29/02/2012 February 2012 OpenGL drivers status, update 2

This month the last release drivers appears to be for GeForce, Forceware 295.73; and for Radeon, Catalyst 12.x preview 8.96.

Catalyst 12.x preview 8.96 looks like a leak but it is available online and performs relatively well as it fixes few bugs. Following some discussions about SNORM texture and texture format conversions in OpenGL, I decided to make the following write up for this status for programmers interested by these greedy OpenGL details.

Texture format to internal format conversions

Here is the following up some discussions resulting of the SNORM textures status from last month.

Typically with OpenGL textures, we are living in a convenient world where whatever texture format data will be converted automatically by the implementation to whatever internal format the user requested or to be precise, to whatever internal format with a precision at least big enough to store the request internal format. This is to say for example a lot of GPUs doesn’t support anymore RGB5A1 format anymore but this format remains part of OpenGL 4.2 specification. An implementation may implement this format with RGBA8 instead for example. This conversion support is so wide that we can even submit RGBA32F data and convert it to DXT1 using glTexImage2D if we wish… I am not saying I can imagine a good reason to do that but it’s possible.

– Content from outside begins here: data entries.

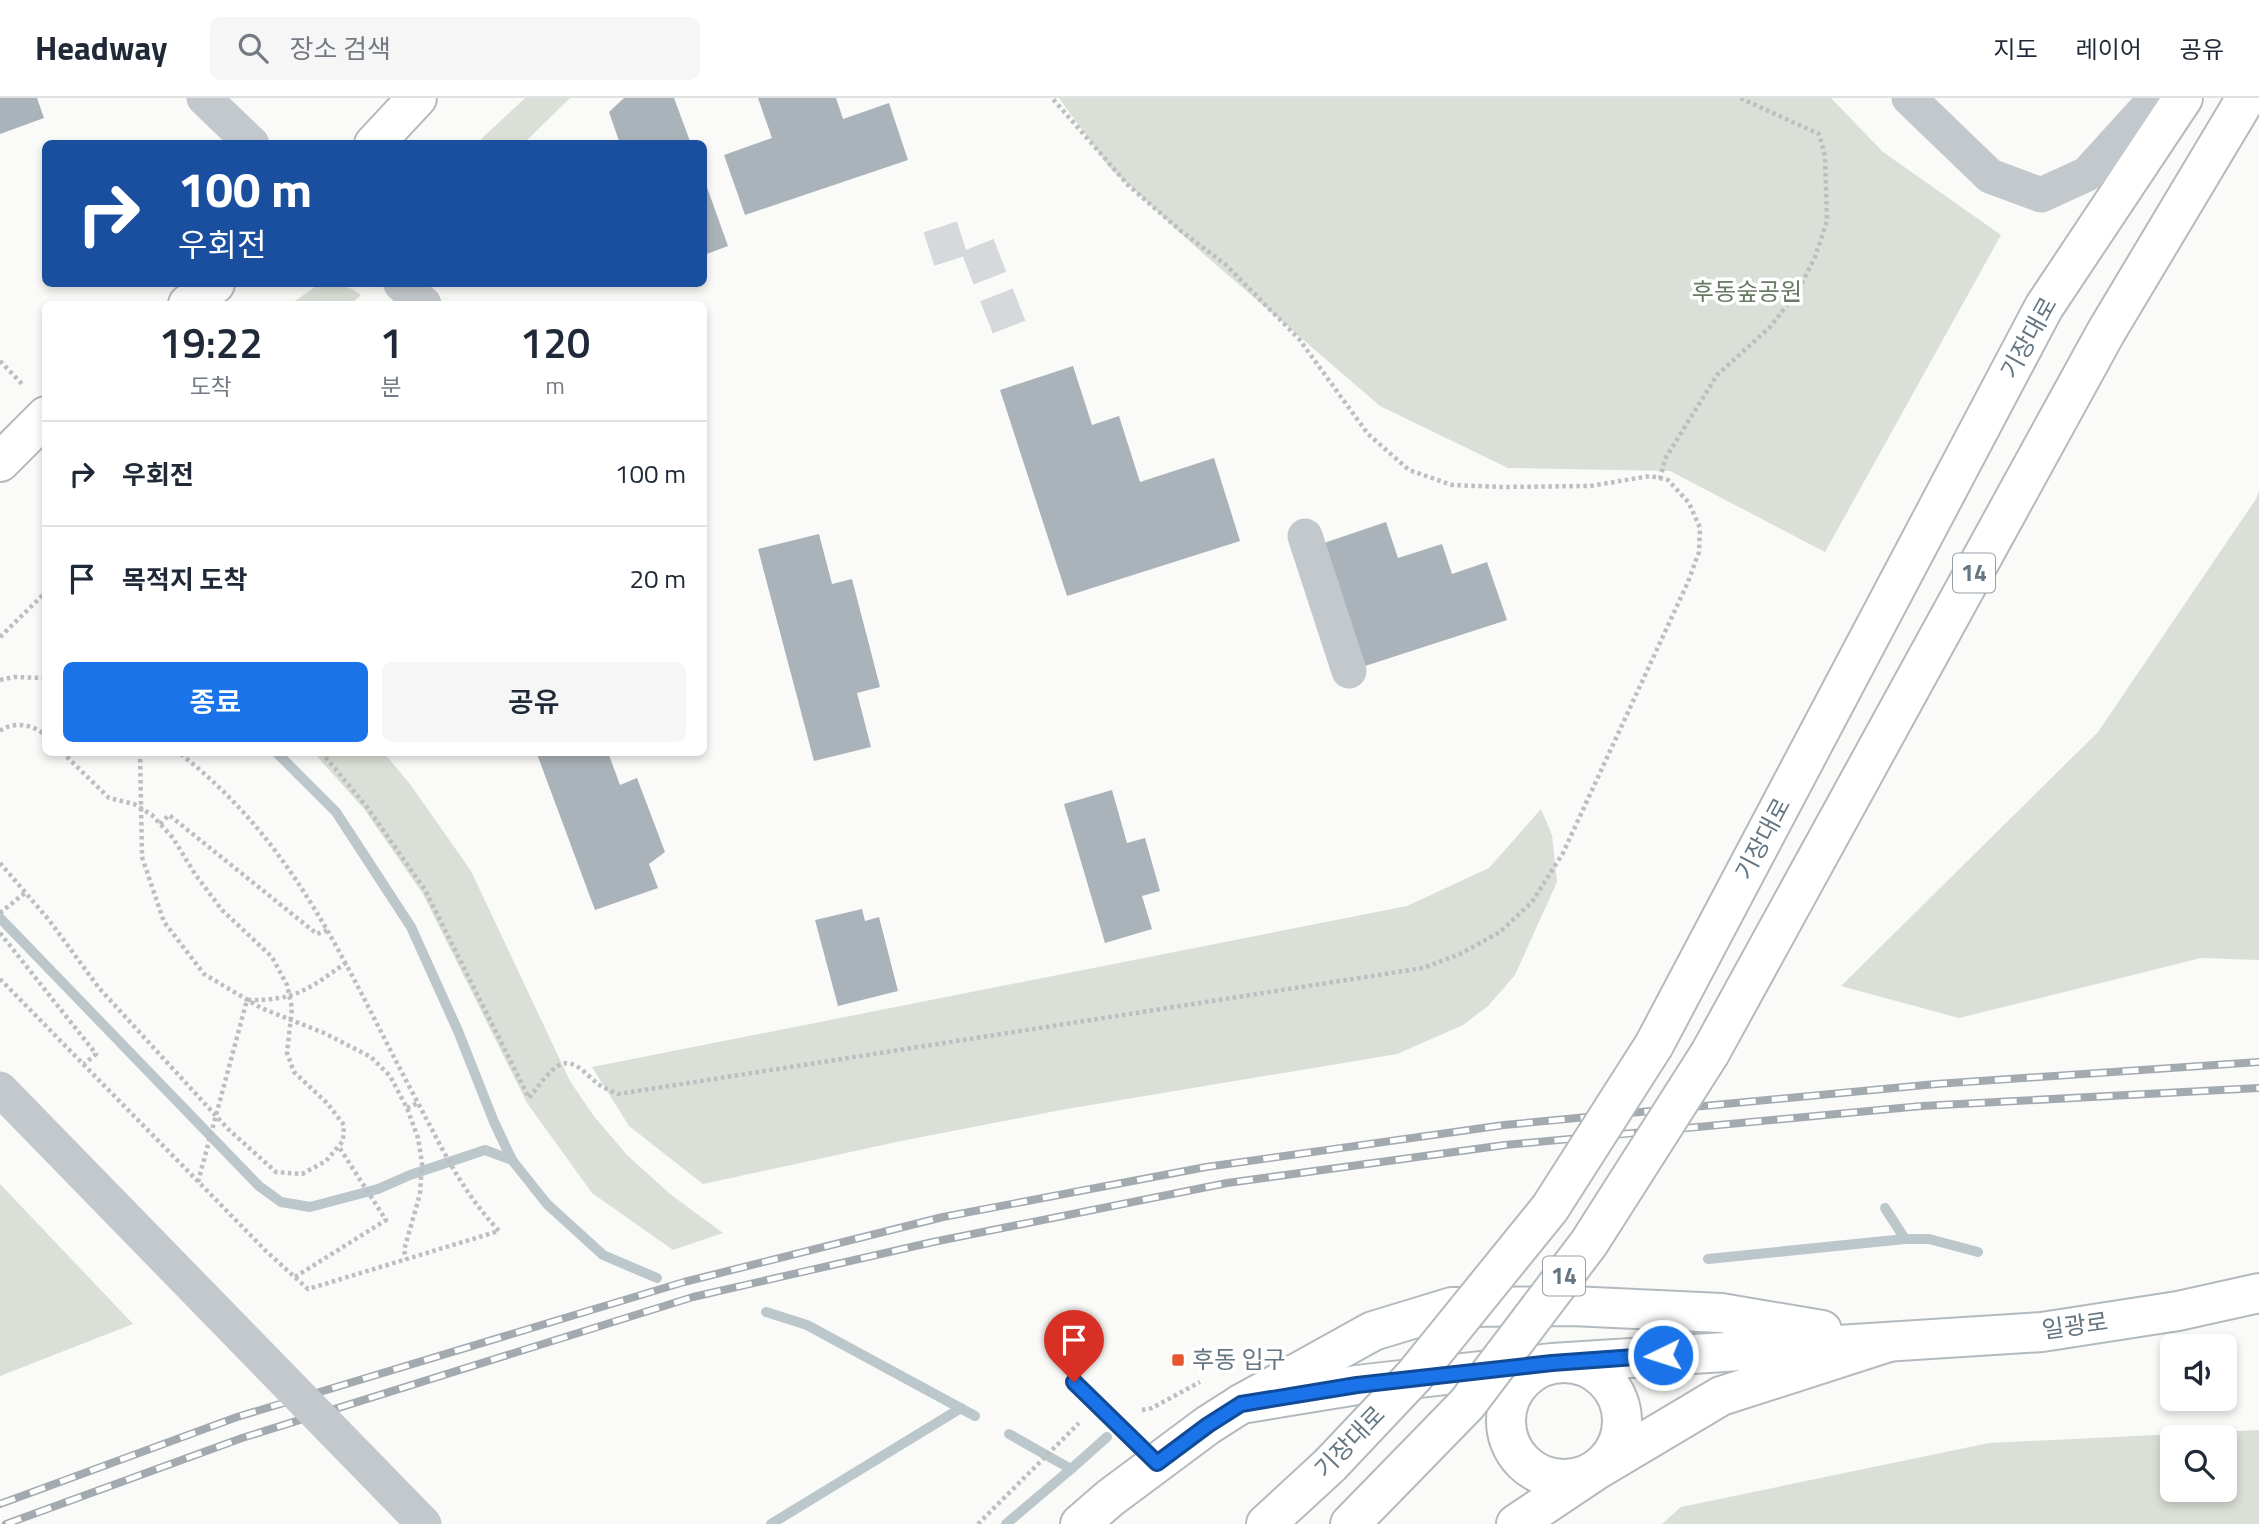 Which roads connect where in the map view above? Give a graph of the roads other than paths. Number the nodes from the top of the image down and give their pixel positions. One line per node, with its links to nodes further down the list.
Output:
1 (204, 98): 7 (street)
2 (417, 98): 8 (main road)
3 (1910, 98): 4 (street)
4 (2156, 98)
5 (2183, 98): 29 (main road, 기장대로 / 14, bridge)
6 (2246, 98): 30 (main road, 14, bridge)
7 (248, 140)
8 (378, 140)
9 (211, 287): 11 (main road)
10 (404, 287): 12 (street)
11 (192, 301)
12 (421, 301)
13 (42, 420): 14 (main road)
14 (0, 462)
15 (1306, 536): 16 (street)
16 (1349, 671)
17 (0, 1089): 27 (street, bridge)
18 (2259, 1293): 19 (main road, 일광로)
19 (1889, 1342): 20 (main road); 23 (main road); 26 (main road)
20 (1552, 1363): 21 (main road); 24 (main road); 26 (main road)
21 (1455, 1374): 23 (main road); 24 (main road)
22 (1074, 1382): 25 (lane)
23 (1241, 1404): 25 (main road)
24 (1505, 1423): 26 (main road)
25 (1157, 1463): 28 (main road)
26 (1595, 1471): 31 (main road)
27 (424, 1524)
28 (1080, 1524)
29 (1266, 1524)
30 (1350, 1524)
31 (1516, 1524) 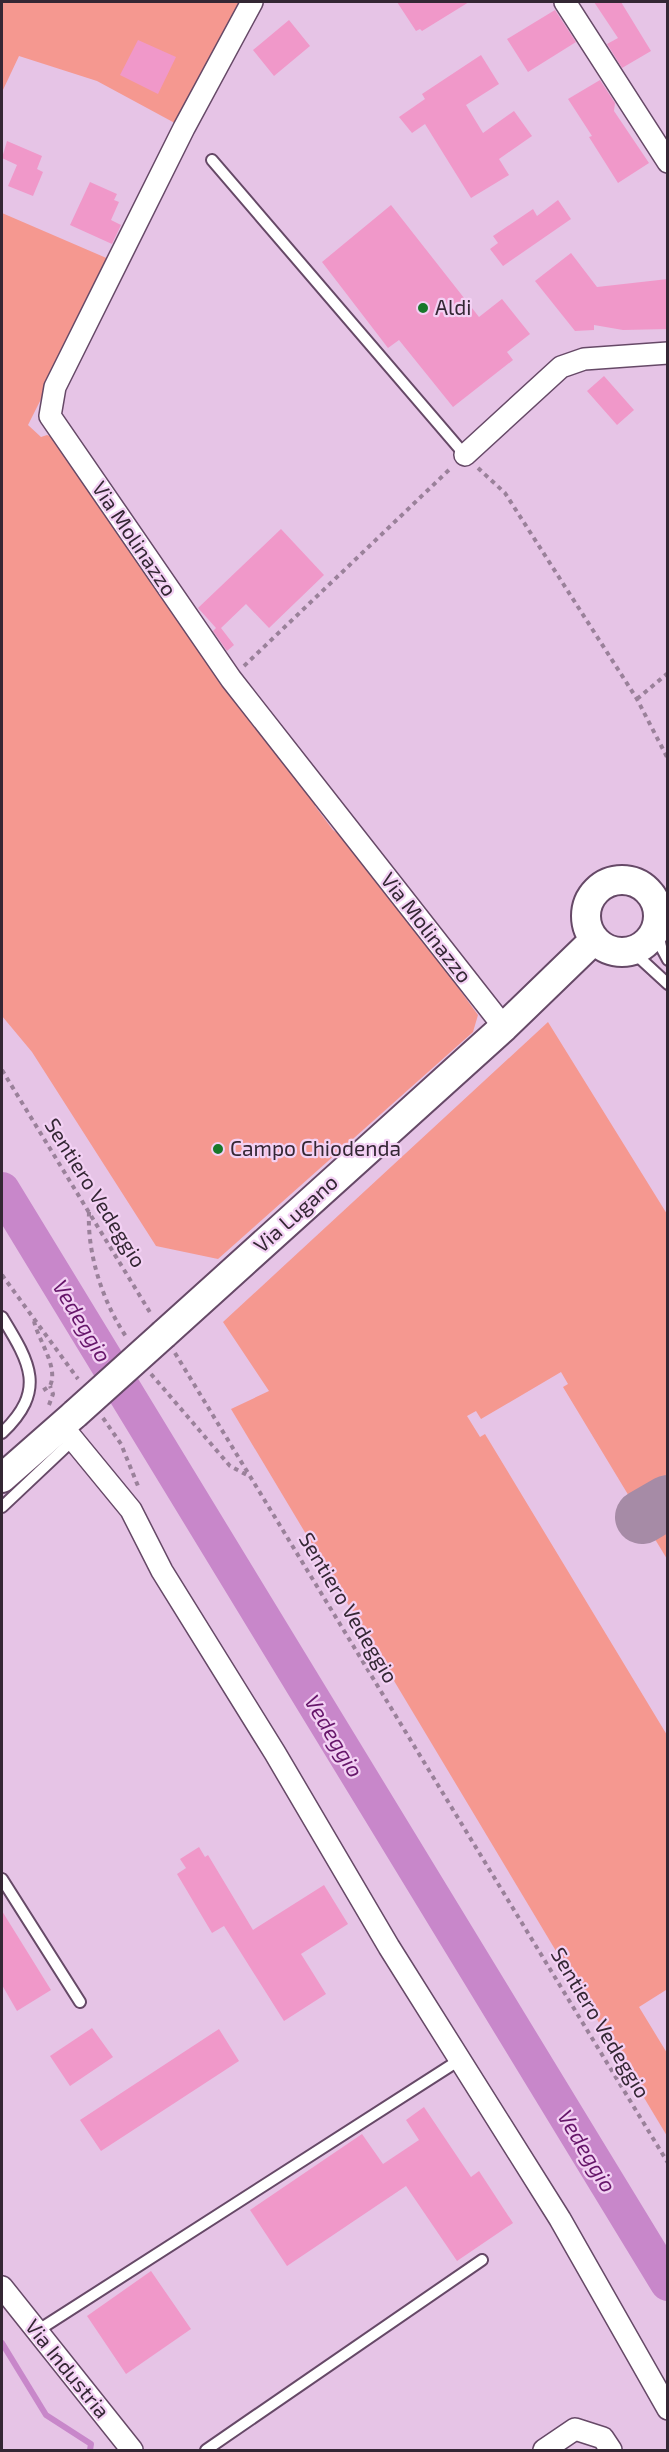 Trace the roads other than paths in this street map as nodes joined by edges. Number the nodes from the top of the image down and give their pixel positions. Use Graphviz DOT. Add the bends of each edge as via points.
graph roads {
  1 [pos="252,2"];
  2 [pos="565,2"];
  3 [pos="212,160"];
  4 [pos="668,162"];
  5 [pos="668,352"];
  6 [pos="465,455"];
  7 [pos="658,886"];
  8 [pos="657,927"];
  9 [pos="594,940"];
  10 [pos="632,951"];
  11 [pos="668,960"];
  12 [pos="668,984"];
  13 [pos="504,1027"];
  14 [pos="2,1317"];
  15 [pos="78,1424"];
  16 [pos="2,1433"];
  17 [pos="2,1478"];
  18 [pos="2,1507"];
  19 [pos="2,1879"];
  20 [pos="80,2001"];
  21 [pos="461,2059"];
  22 [pos="482,2260"];
  23 [pos="2,2287"];
  24 [pos="38,2331"];
  25 [pos="668,2409"];
  26 [pos="132,2451"];
  27 [pos="206,2451"];
  28 [pos="544,2451"];
  29 [pos="611,2451"];
  1 -- 13 [label="street, Via Molinazzo" via="184,128 55,387 50,416 231,679"];
  2 -- 4 [label="street"];
  3 -- 6 [label="lane"];
  5 -- 6 [label="street" via="584,358 561,367"];
  7 -- 8 [label="main road"];
  7 -- 9 [label="main road" via="627,880 603,885 587,904 588,929"];
  8 -- 10 [label="main road" via="652,938"];
  8 -- 11 [label="lane"];
  9 -- 10 [label="main road" via="612,951"];
  9 -- 13 [label="main road, Via Lugano"];
  10 -- 12 [label="lane"];
  13 -- 15 [label="main road, Via Lugano, bridge" via="164,1334"];
  14 -- 16 [label="lane" via="25,1354 29,1383 21,1415"];
  15 -- 17 [label="main road, Via Lugano"];
  15 -- 18 [label="lane"];
  15 -- 21 [label="street" via="131,1510 162,1571"];
  19 -- 20 [label="lane"];
  21 -- 24 [label="lane"];
  21 -- 25 [label="street" via="560,2219"];
  22 -- 27 [label="lane"];
  23 -- 24 [label="street, Via Industria"];
  24 -- 26 [label="street, Via Industria"];
  28 -- 29 [label="street" via="575,2429 603,2438"];
}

With the release of EXT_texture_integer, it seems that all these conversions were not really making the authors of this extension in a good mood so that this extension prevent any kind of conversion by forcing the application which want to use an integer texture to use one of the following format without any format conversion possible.

  • GL_RED_INTEGER
  • GL_GREEN_INTEGER
  • GL_BLUE_INTEGER
  • GL_ALPHA_INTEGER
  • GL_RGB_INTEGER
  • GL_RGBA_INTEGER
  • GL_BGR_INTEGER
  • GL_BGRA_INTEGER
  • GL_LUMINANCE_INTEGER (compatibility profile)
  • GL_LUMINANCE_ALPHA_INTEGER (compatibility profile)

In parallel to this extension, EXT_texture_snorm extension was released providing snorm textures (normalized texture between -1.0 and 1.0 instead of 0.0 and 1.0). This extension written against OpenGL 3.0, followed the same precedent than any other OpenGL core textures which means that we could convert any texture format to a snorm texture internal format.

Unfortunately and probably because OpenGL tends to build up more exceptions than the French grammar does, OpenGL core specification (from 3.1 onward) allows conversion of only signed format data (GL_BYTE, GL_SHORT, GL_INTEGER) to snorm textures.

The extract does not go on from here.